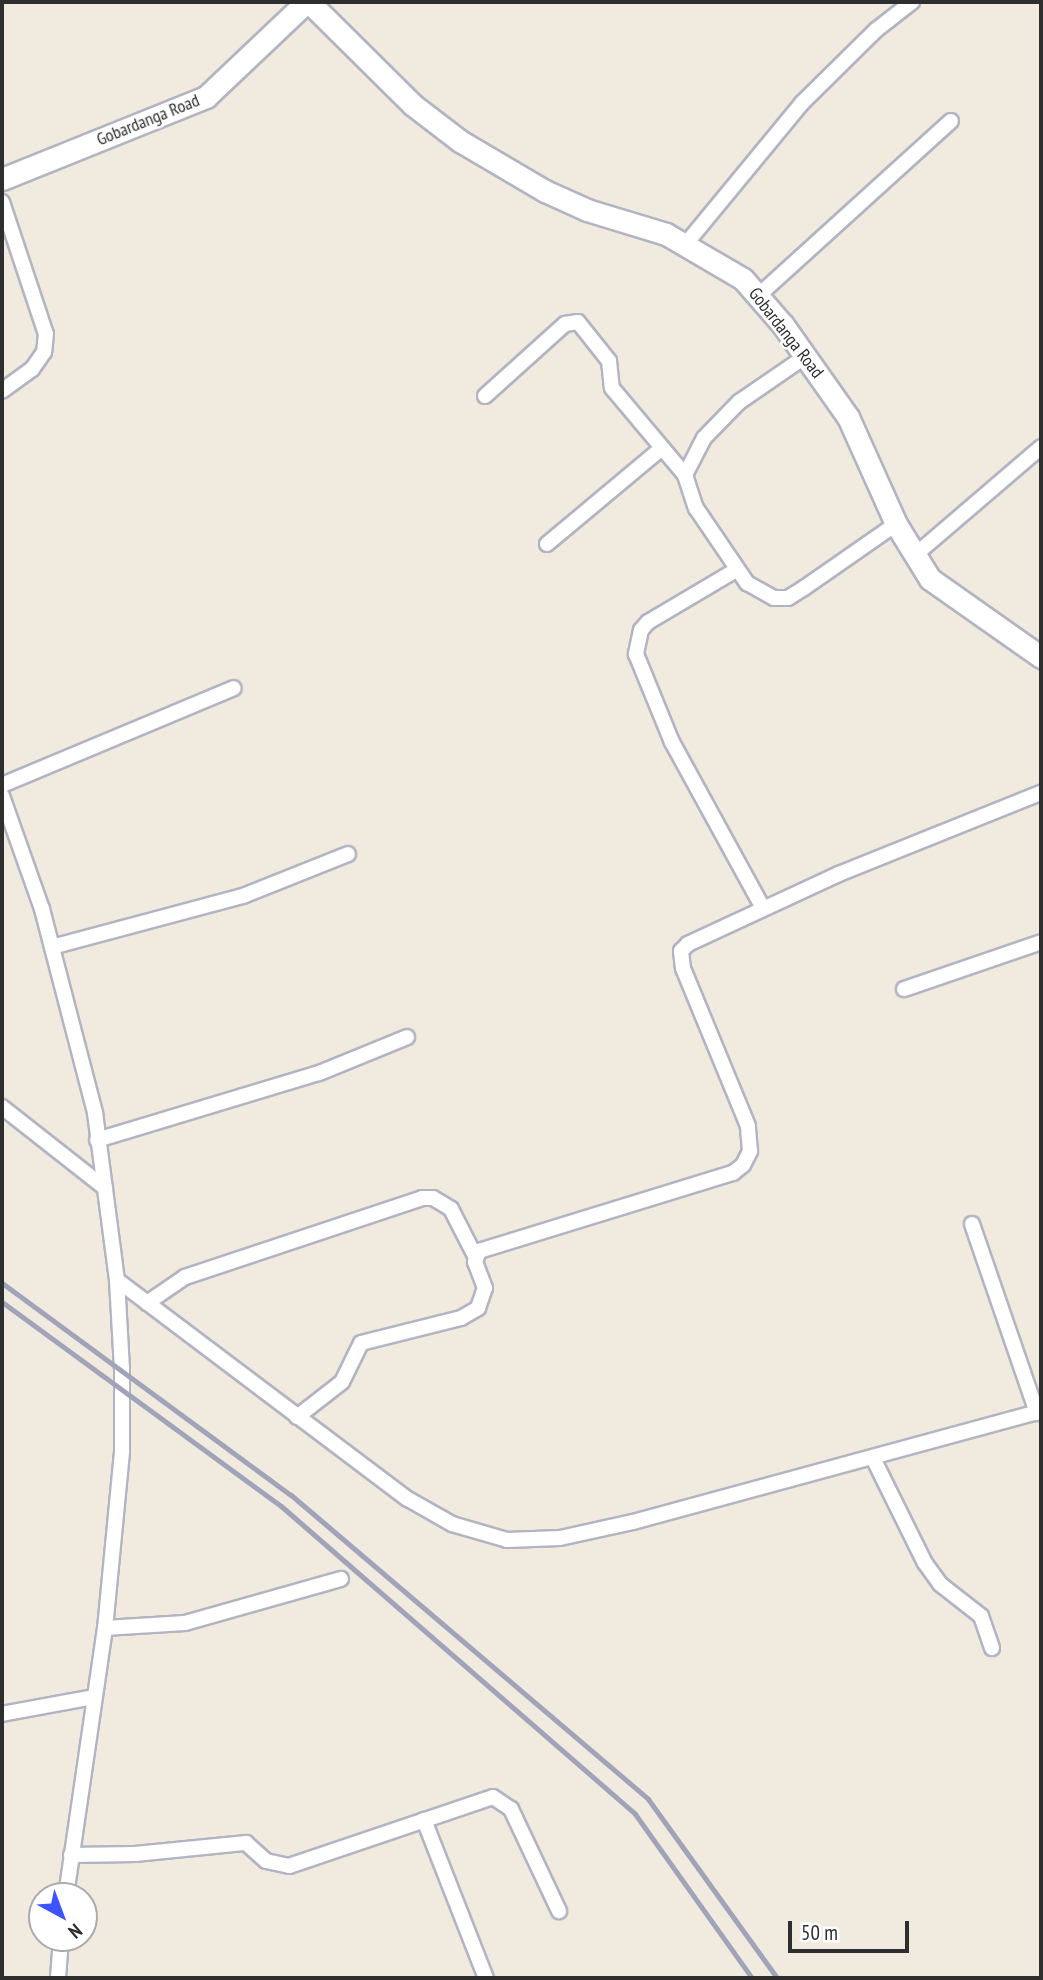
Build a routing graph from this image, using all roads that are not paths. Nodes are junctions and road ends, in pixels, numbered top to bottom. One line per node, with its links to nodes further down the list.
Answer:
1 (912, 2): 6 (street)
2 (302, 3): 4 (main road, Gobardanga Road); 6 (main road, Gobardanga Road)
3 (951, 121): 7 (street)
4 (2, 180)
5 (2, 202): 9 (street)
6 (685, 245): 7 (main road, Gobardanga Road)
7 (759, 295): 8 (main road, Gobardanga Road)
8 (806, 356): 13 (street); 14 (main road, Gobardanga Road)
9 (2, 391)
10 (485, 396): 12 (street)
11 (1041, 447): 16 (street)
12 (662, 448): 13 (street); 15 (street)
13 (685, 475): 17 (street)
14 (895, 524): 16 (main road, Gobardanga Road); 17 (street)
15 (547, 544)
16 (914, 556): 18 (main road, Gobardanga Road)
17 (736, 570): 25 (street)
18 (1041, 656)
19 (234, 688): 20 (street)
20 (2, 785)
21 (1041, 793): 25 (street)
22 (2, 796): 23 (street)
23 (7, 823): 27 (street)
24 (348, 854): 27 (street)
25 (763, 908): 34 (street)
26 (1041, 942): 28 (street)
27 (52, 947): 31 (street)
28 (904, 989)
29 (408, 1037): 31 (street)
30 (2, 1107): 32 (street)
31 (97, 1140): 32 (street)
32 (105, 1188): 35 (street)
33 (972, 1224): 37 (street)
34 (475, 1256): 36 (street); 38 (street)
35 (117, 1280): 36 (street); 41 (street)
36 (147, 1303): 38 (street)
37 (1039, 1412): 39 (street)
38 (297, 1417): 39 (street)
39 (873, 1458): 42 (street)
40 (341, 1579): 41 (street)
41 (105, 1628): 43 (street)
42 (992, 1648)
43 (94, 1697): 44 (street); 46 (street)
44 (2, 1714)
45 (424, 1820): 46 (street); 48 (street); 51 (street)
46 (71, 1855): 47 (street)
47 (68, 1882)
48 (559, 1911)
49 (60, 1952): 50 (street)
50 (58, 1978)
51 (486, 1978)

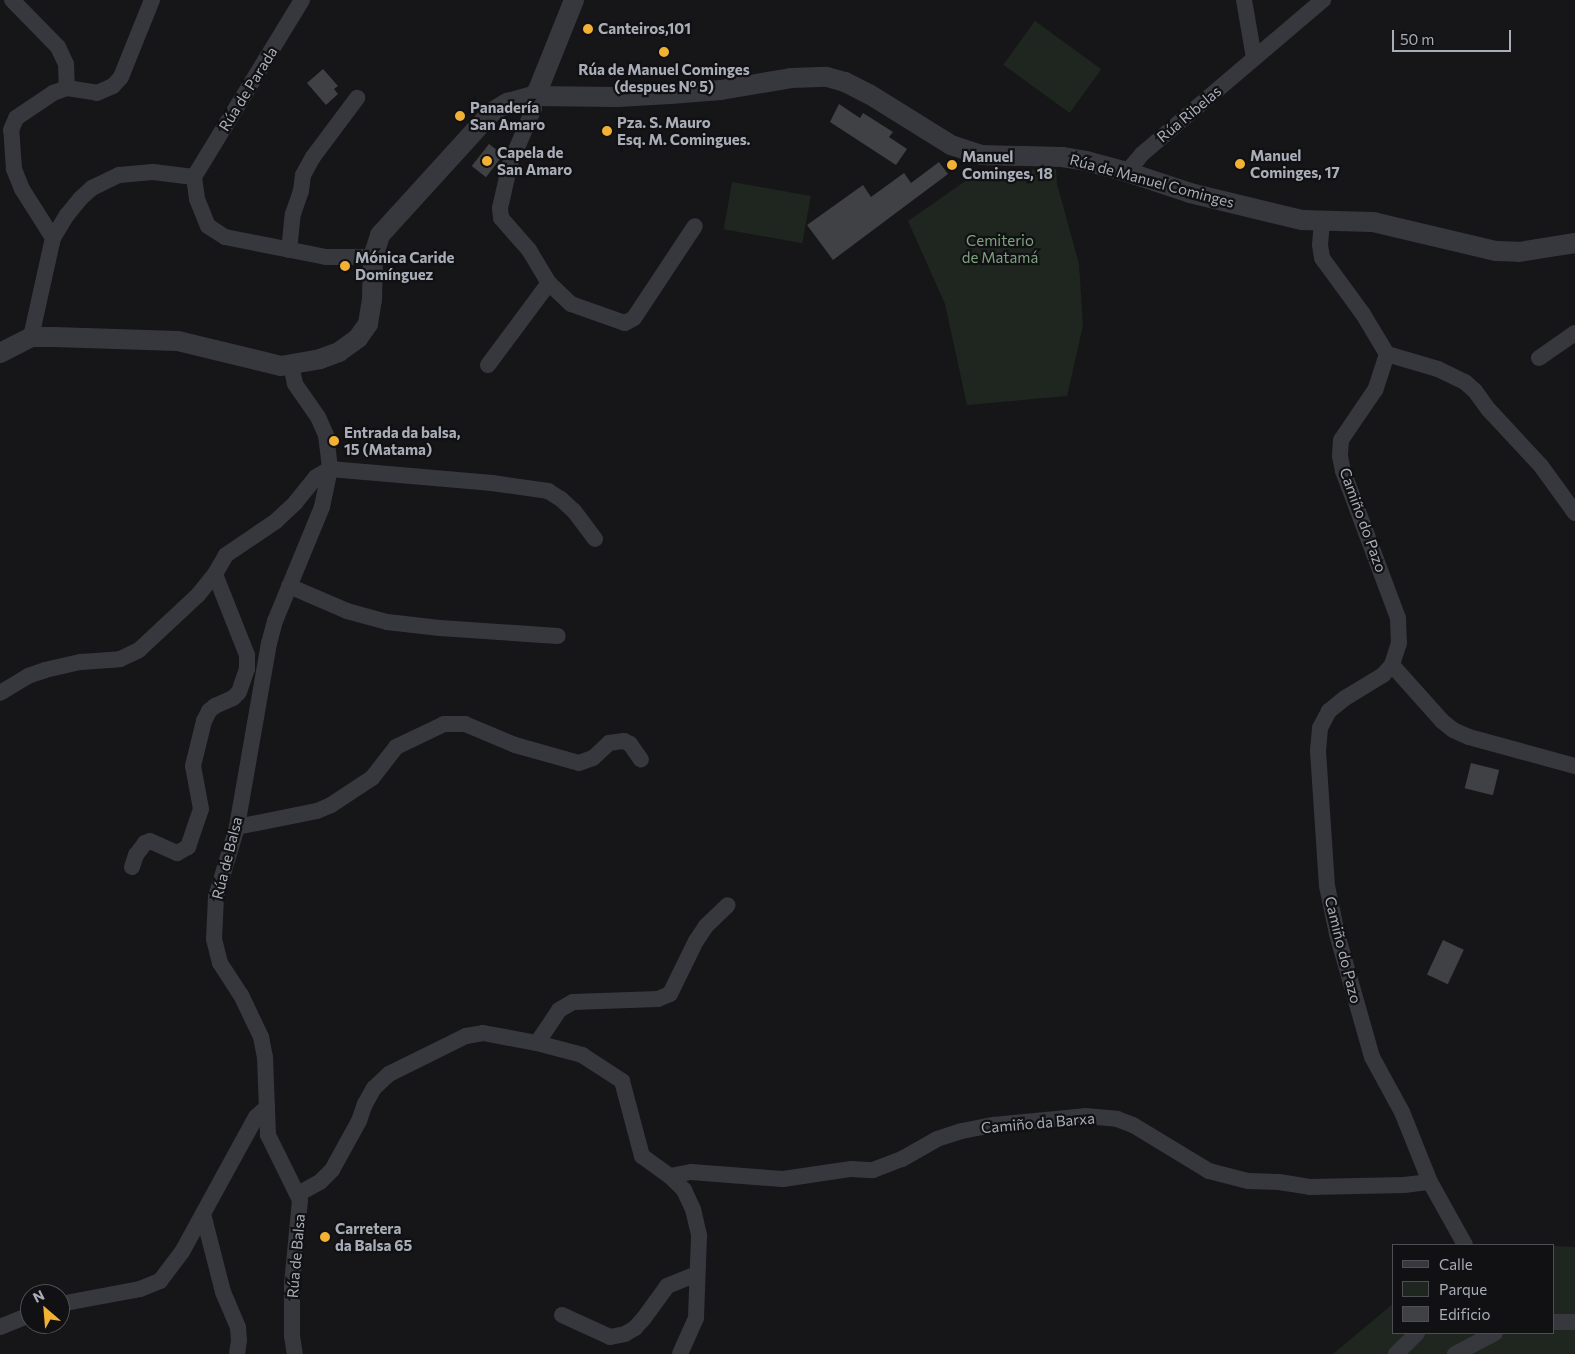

§ **WHAT YOU NEED TO DO**
Could you copy the listing exactly, leaving out any pictures?

§ **WRITTEN SOLUTION**
Build a routing graph from this image, using all roads that are not paths. Nodes are junctions and road ends, in pixels, numbered top to bottom. One line per node, with its links to nodes further down the list.
Answer:
1 (912, 2): 6 (street)
2 (302, 3): 4 (main road, Gobardanga Road); 6 (main road, Gobardanga Road)
3 (951, 121): 7 (street)
4 (2, 180)
5 (2, 202): 9 (street)
6 (685, 245): 7 (main road, Gobardanga Road)
7 (759, 295): 8 (main road, Gobardanga Road)
8 (806, 356): 13 (street); 14 (main road, Gobardanga Road)
9 (2, 391)
10 (485, 396): 12 (street)
11 (1041, 447): 16 (street)
12 (662, 448): 13 (street); 15 (street)
13 (685, 475): 17 (street)
14 (895, 524): 16 (main road, Gobardanga Road); 17 (street)
15 (547, 544)
16 (914, 556): 18 (main road, Gobardanga Road)
17 (736, 570): 25 (street)
18 (1041, 656)
19 (234, 688): 20 (street)
20 (2, 785)
21 (1041, 793): 25 (street)
22 (2, 796): 23 (street)
23 (7, 823): 27 (street)
24 (348, 854): 27 (street)
25 (763, 908): 34 (street)
26 (1041, 942): 28 (street)
27 (52, 947): 31 (street)
28 (904, 989)
29 (408, 1037): 31 (street)
30 (2, 1107): 32 (street)
31 (97, 1140): 32 (street)
32 (105, 1188): 35 (street)
33 (972, 1224): 37 (street)
34 (475, 1256): 36 (street); 38 (street)
35 (117, 1280): 36 (street); 41 (street)
36 (147, 1303): 38 (street)
37 (1039, 1412): 39 (street)
38 (297, 1417): 39 (street)
39 (873, 1458): 42 (street)
40 (341, 1579): 41 (street)
41 (105, 1628): 43 (street)
42 (992, 1648)
43 (94, 1697): 44 (street); 46 (street)
44 (2, 1714)
45 (424, 1820): 46 (street); 48 (street); 51 (street)
46 (71, 1855): 47 (street)
47 (68, 1882)
48 (559, 1911)
49 (60, 1952): 50 (street)
50 (58, 1978)
51 (486, 1978)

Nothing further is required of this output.